How many of the lines below contain "Barbara"? Answer with that number alone.

> _Dataset entries_
>>>
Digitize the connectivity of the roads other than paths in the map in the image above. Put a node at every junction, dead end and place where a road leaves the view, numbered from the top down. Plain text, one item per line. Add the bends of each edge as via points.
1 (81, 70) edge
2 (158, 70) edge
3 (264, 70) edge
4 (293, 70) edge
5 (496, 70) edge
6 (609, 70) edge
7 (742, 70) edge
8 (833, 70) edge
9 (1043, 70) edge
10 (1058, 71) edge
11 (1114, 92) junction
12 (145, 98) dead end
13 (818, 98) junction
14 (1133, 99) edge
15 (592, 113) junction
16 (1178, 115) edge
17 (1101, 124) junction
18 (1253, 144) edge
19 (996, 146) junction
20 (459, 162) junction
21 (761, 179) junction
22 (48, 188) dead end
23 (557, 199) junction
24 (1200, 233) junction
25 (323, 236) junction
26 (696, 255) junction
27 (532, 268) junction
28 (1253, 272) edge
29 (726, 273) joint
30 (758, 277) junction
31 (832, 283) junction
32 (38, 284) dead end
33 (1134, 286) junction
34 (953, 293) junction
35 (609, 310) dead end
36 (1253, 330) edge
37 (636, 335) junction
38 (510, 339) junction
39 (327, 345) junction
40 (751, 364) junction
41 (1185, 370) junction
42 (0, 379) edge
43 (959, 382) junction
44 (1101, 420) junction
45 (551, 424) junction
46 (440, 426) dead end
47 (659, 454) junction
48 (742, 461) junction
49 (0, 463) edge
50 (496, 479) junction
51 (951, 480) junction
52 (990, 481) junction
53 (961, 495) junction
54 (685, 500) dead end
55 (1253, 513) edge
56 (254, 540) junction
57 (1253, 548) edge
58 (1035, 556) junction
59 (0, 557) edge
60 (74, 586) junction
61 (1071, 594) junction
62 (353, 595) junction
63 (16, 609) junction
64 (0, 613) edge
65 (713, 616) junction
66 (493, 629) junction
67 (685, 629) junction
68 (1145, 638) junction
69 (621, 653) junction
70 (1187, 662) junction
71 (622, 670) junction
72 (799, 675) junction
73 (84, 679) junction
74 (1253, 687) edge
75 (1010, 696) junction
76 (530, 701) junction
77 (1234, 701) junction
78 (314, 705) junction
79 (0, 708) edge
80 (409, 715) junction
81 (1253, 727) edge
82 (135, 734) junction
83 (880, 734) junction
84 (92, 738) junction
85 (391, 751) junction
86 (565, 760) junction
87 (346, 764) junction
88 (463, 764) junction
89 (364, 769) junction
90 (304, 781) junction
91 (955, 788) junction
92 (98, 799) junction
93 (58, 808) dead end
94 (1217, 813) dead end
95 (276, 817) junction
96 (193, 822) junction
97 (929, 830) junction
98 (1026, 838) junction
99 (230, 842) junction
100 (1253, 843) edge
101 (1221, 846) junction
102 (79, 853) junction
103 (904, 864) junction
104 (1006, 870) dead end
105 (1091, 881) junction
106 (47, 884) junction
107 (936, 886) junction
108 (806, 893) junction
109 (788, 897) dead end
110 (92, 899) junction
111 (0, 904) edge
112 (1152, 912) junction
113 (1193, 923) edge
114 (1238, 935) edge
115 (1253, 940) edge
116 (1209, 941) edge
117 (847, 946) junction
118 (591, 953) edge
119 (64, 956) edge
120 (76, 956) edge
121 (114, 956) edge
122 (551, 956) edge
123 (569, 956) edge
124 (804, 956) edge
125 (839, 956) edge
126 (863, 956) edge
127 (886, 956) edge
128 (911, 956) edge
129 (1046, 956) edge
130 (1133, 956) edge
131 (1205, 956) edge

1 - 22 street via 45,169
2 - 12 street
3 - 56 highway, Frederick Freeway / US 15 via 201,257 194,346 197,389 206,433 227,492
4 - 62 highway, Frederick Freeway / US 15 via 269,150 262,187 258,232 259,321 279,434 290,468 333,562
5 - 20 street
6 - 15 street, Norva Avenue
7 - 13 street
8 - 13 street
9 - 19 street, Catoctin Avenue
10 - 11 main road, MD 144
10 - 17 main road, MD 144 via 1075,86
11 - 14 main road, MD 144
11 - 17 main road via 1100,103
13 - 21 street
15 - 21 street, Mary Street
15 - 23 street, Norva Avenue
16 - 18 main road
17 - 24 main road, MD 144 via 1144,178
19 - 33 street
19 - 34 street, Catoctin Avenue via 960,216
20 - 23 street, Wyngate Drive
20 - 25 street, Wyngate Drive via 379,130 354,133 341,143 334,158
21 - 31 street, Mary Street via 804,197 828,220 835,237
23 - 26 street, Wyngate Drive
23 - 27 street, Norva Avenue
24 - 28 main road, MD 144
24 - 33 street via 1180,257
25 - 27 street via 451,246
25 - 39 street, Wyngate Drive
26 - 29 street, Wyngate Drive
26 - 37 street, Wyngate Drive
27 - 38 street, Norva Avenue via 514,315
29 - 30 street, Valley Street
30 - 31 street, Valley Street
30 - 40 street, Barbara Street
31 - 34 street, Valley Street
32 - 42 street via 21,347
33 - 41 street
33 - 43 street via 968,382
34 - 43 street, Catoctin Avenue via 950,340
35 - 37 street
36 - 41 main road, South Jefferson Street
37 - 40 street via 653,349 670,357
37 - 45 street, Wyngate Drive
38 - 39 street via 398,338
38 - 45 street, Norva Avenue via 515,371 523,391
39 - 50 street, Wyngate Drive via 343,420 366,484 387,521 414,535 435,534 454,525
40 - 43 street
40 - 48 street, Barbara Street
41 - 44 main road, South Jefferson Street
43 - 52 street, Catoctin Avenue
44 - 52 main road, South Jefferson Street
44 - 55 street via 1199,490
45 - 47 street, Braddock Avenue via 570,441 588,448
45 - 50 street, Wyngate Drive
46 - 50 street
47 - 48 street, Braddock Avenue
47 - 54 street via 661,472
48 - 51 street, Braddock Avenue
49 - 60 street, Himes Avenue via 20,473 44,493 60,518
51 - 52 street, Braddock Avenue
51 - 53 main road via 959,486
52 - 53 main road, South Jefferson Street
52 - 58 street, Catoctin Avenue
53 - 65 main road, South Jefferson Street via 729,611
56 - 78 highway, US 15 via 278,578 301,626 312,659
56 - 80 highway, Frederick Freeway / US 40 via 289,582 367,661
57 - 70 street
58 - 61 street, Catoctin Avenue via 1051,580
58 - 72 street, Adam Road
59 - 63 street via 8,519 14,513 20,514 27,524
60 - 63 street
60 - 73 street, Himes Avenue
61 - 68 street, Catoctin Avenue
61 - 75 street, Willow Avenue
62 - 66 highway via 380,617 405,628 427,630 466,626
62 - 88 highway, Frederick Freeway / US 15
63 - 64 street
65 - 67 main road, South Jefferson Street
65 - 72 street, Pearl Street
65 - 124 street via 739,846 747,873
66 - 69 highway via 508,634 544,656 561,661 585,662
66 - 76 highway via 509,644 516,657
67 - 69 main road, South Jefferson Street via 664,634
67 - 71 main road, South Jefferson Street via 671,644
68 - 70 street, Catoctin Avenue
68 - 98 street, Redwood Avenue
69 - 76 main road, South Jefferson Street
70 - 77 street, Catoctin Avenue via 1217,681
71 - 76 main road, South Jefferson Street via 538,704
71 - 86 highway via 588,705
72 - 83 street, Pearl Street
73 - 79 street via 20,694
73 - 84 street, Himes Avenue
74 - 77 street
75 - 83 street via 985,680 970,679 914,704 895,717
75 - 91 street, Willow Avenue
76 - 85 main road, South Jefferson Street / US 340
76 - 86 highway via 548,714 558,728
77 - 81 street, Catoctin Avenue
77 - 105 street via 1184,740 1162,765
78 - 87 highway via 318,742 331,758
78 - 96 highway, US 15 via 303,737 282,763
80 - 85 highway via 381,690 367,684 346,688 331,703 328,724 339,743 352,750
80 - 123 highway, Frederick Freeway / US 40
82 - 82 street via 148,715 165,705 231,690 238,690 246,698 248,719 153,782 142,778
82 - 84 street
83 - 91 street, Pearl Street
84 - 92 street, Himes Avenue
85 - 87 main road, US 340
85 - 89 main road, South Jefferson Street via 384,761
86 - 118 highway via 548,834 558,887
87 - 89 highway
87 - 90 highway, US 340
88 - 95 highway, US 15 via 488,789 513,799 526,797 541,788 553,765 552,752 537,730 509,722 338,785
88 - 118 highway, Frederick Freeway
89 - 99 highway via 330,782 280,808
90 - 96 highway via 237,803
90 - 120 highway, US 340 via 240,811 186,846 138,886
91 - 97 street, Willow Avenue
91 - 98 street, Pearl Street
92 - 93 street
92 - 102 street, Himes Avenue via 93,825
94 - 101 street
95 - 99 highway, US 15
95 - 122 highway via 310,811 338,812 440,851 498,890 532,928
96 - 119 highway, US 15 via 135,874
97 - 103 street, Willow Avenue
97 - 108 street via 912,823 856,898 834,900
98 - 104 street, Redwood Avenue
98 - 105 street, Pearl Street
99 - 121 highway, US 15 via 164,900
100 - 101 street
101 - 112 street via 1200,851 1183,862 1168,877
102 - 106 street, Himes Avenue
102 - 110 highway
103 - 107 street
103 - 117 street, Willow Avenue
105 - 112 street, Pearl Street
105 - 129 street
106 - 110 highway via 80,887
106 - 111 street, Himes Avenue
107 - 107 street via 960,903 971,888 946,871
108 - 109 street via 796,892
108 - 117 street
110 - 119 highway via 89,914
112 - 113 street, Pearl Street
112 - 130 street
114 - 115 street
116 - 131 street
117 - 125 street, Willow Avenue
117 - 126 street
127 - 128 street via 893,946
<<<
> _Solution to the exercise_
2